Não obstante, retornei ao Brasil sem nenhuma informação sobre minha identidade. Fiquei chocado quando descobri que a data de meu nascimento foi engendrada. Meus pais adotivos sempre esconderam essa informação determinante de identidade até o momento que embarquei no avião. Depois de que me tinham contado que não existia nenhuma informação sobre minha identidade original eles me disseram que não lograria nada com a minha busca porque até minha data de nascimento era falsa.

Comecei a busca baseada numa falsa identidade porque meus pais adotivos me registraram oficialmente como filho biológico deles, tanto no Brasil como na Holanda, e não como filho adotado. A consequência disso era que eu não sabia quando e onde nasci, para já não falar de quem era minha mãe. O único indício que tinha era o fato que devia ter nascido em São Paulo. Por isso comecei a buscar numa cidade com mais habitantes que toda a Holanda, sem qualquer tipo de informação.

Não sou crente, mas estava sempre totalmente convencido de uma circunstância particular que me levou permanentemente a continuar a busca. O que me impulsionou era o fato de que eu não tinha caído do céu! Procurei uma agulha no palheiro, ainda sem saber qual palheiro devia procurar.

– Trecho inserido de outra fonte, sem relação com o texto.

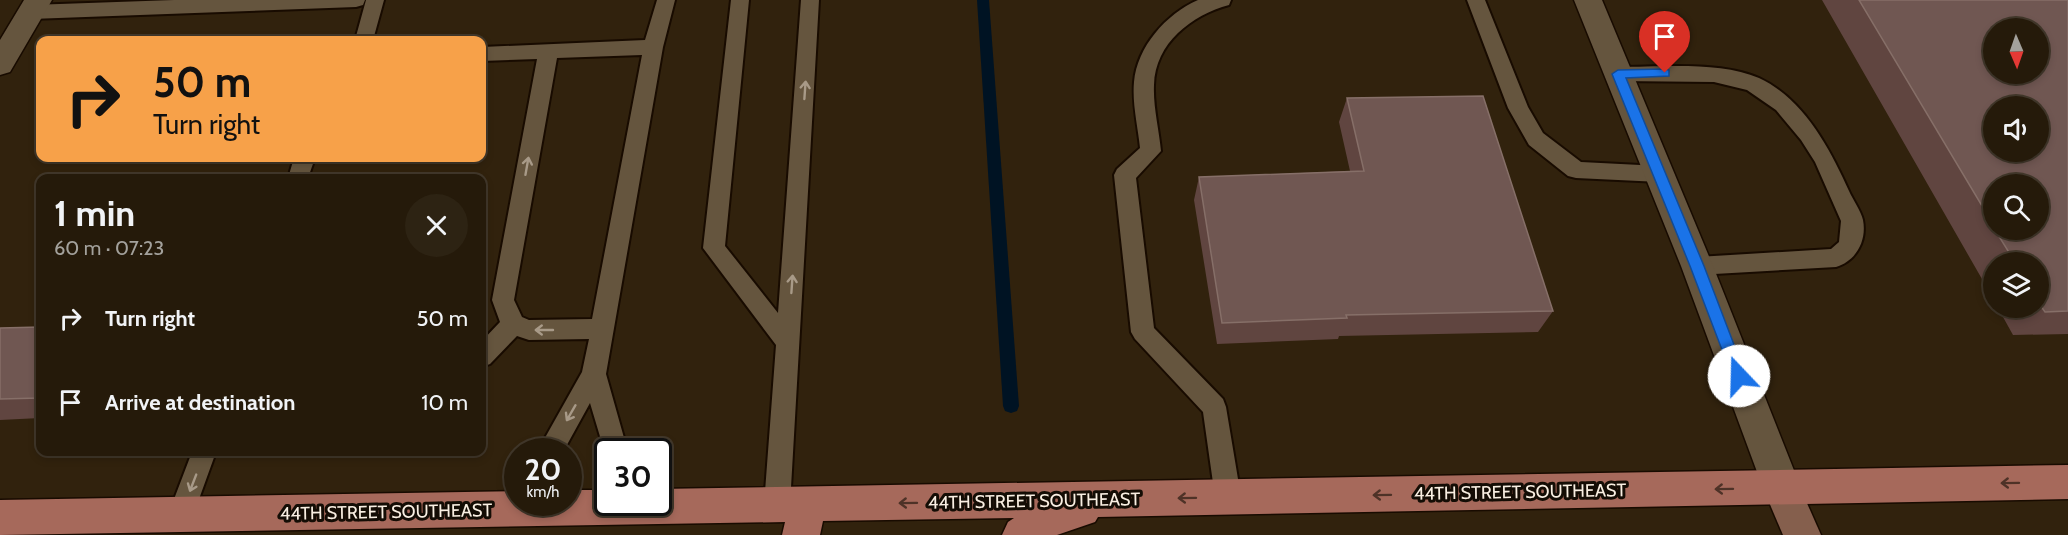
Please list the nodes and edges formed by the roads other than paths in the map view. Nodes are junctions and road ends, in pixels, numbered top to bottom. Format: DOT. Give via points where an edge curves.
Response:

Minha busca tratava de encontrar lugares de nascimento possíveis, de uma data de nascimento incerta como data de nascimento possível e o peso de nascimento possível. Voltei para o Brasil varias vezes para continuar a busca.

Em 2010 comecei a perceber que as pessoas responsáveis por minha adoção ilegal me forneceram permanentemente falsas informações sobre o que supostamente tinha acontecido. Durou mais que dez anos para juntar as peças da verdade e para desenvolver um cálculo de que na realidade tinha acontecido. Mais que 10 anos! Quando finalmente cheguei no fim da busca, depois de haver procurado dúzias de mães possíveis, confrontando centenas de mulheres com o mesmo nome, me encontrei com a filha da última mãe possível que sobrava das pessoas que estava buscando. Era muito difícil encontrá-la mas quando a encontrei ela me contou que sua mãe tinha falecido no ano 1985. Ela sabia que deveria ter um irmão mais novo do qual ninguém sabia o que lhe tinha passado.

A análise DNA confirmou inequivocamente que tínhamos a mesma mãe. Finalmente a tinha encontrado mas tarde demais.

Como consequência disso agora ainda tenho que procurar meu pai. Ninguém sabe quem poderia ser, só minha mãe me poderia ter contado quem era com certeza. Ainda estou procurando meu pai e sua família. Depois de buscar minha mãe falecida, passei dois anos de luto e reflexão. Durante esta época finalmente entendi a natureza e as implicações de minha adoção ilegal. No ano passado fui capaz de começar com uma profunda reconstrução de minha adoção ilegal.

Desde 2011 eu fui capaz de reconstruir minha identidade verdadeira e o que aconteceu depois de meu nascimento devido às investigações e entrevistas que fiz pessoalmente e por investigações a nível internacional. Não só descobri o que aconteceu no meu caso mas o que tinha acontecido essencialmente e em geral nos outros casos que formam parte do Brazil Baby Affair – o nome oficial das investigações policias da adoção ilegal no Brasil. Com 15 anos de experiência, decidi que numerosas vítimas poderiam usar meu apoio. Com este propósito, eu fundei a ONG Brazil Baby Affair, que foi o nome das investigações policiais oficiais à respeito de adoções ilegais feitas no Brasil.

Através da ONG continuarei investigando e começarei a informar o mundo sobre o Brazil Baby Affair. Consequentemente vou aproveitar do empenho que já fiz durante a busca de minha identidade que ainda continua. Por fim, estou pondo minhas experiências de buscar minha família em prática para ajudar outras pessoas de maneira construtiva para poder seguir à diante.